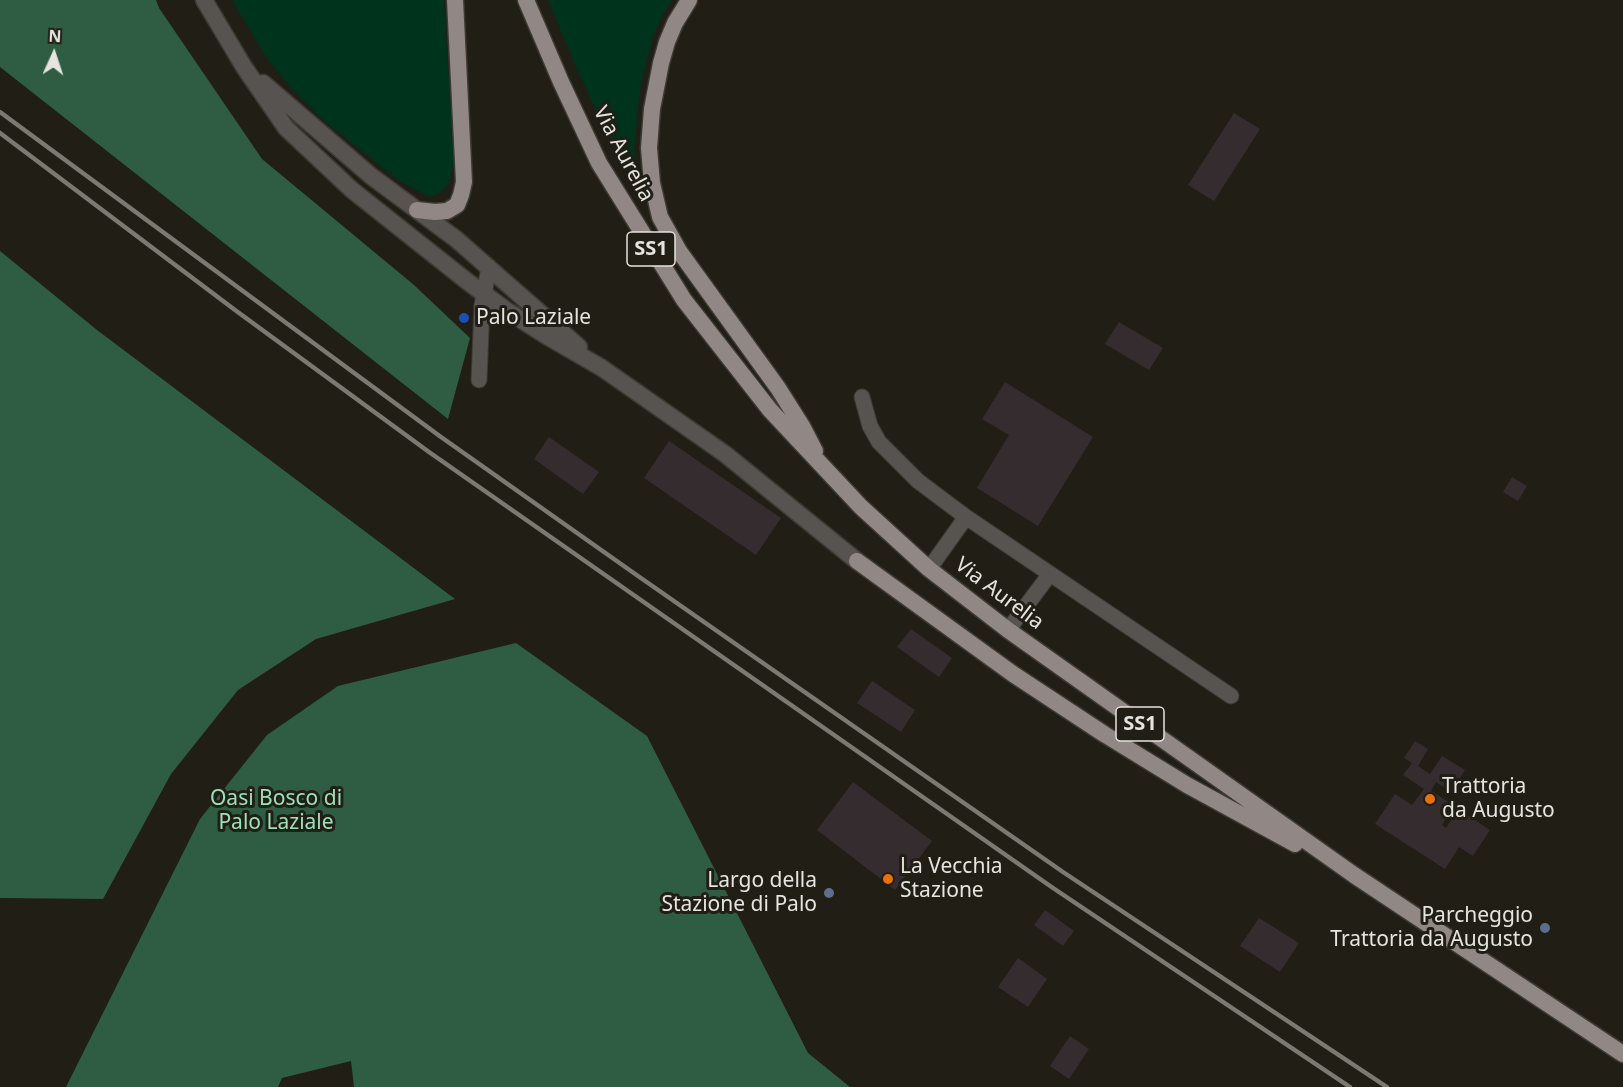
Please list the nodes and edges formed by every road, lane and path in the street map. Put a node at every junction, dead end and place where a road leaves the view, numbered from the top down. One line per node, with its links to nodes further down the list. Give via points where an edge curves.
1 (204, 0): 5 (street)
2 (455, 0): 6 (main road, via 464,170 461,195 457,205 447,211)
3 (526, 0): 12 (main road, Via Aurelia / SS1, via 599,163 643,237 730,361)
4 (689, 0): 12 (main road, via 667,42 652,109 649,148 660,218 679,251 791,408)
5 (244, 67): 6 (street, via 371,176); 8 (street, via 286,128 328,170)
6 (417, 210): 7 (street)
7 (489, 267): 8 (lane); 9 (street)
8 (484, 293): 9 (street, via 544,335); 10 (lane)
9 (602, 368): 14 (street, via 725,454)
10 (479, 380)
11 (862, 397): 13 (lane, via 879,442 918,481)
12 (823, 468): 15 (main road, Via Aurelia / SS1)
13 (966, 517): 15 (lane); 16 (lane)
14 (857, 561): 19 (main road, via 1004,669 1104,734 1187,785)
15 (929, 569): 17 (main road, Via Aurelia / SS1)
16 (1050, 574): 17 (lane); 18 (lane)
17 (1008, 630): 19 (main road, Via Aurelia / SS1)
18 (1231, 696)
19 (1354, 875): 20 (main road, Via Aurelia / SS1)
20 (1623, 1054)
☆ ☆ ☆ ☆ ☆ ☆ ☆
- Task item:
Set down all of the material word for word, but keep each picture out.

- Answer box:
Please list the nodes and edges formed by every road, lane and path in the street map. Put a node at every junction, dead end and place where a road leaves the view, numbered from the top down. One line per node, with its links to nodes further down the list. Give via points where an edge curves.
1 (204, 0): 5 (street)
2 (455, 0): 6 (main road, via 464,170 461,195 457,205 447,211)
3 (526, 0): 12 (main road, Via Aurelia / SS1, via 599,163 643,237 730,361)
4 (689, 0): 12 (main road, via 667,42 652,109 649,148 660,218 679,251 791,408)
5 (244, 67): 6 (street, via 371,176); 8 (street, via 286,128 328,170)
6 (417, 210): 7 (street)
7 (489, 267): 8 (lane); 9 (street)
8 (484, 293): 9 (street, via 544,335); 10 (lane)
9 (602, 368): 14 (street, via 725,454)
10 (479, 380)
11 (862, 397): 13 (lane, via 879,442 918,481)
12 (823, 468): 15 (main road, Via Aurelia / SS1)
13 (966, 517): 15 (lane); 16 (lane)
14 (857, 561): 19 (main road, via 1004,669 1104,734 1187,785)
15 (929, 569): 17 (main road, Via Aurelia / SS1)
16 (1050, 574): 17 (lane); 18 (lane)
17 (1008, 630): 19 (main road, Via Aurelia / SS1)
18 (1231, 696)
19 (1354, 875): 20 (main road, Via Aurelia / SS1)
20 (1623, 1054)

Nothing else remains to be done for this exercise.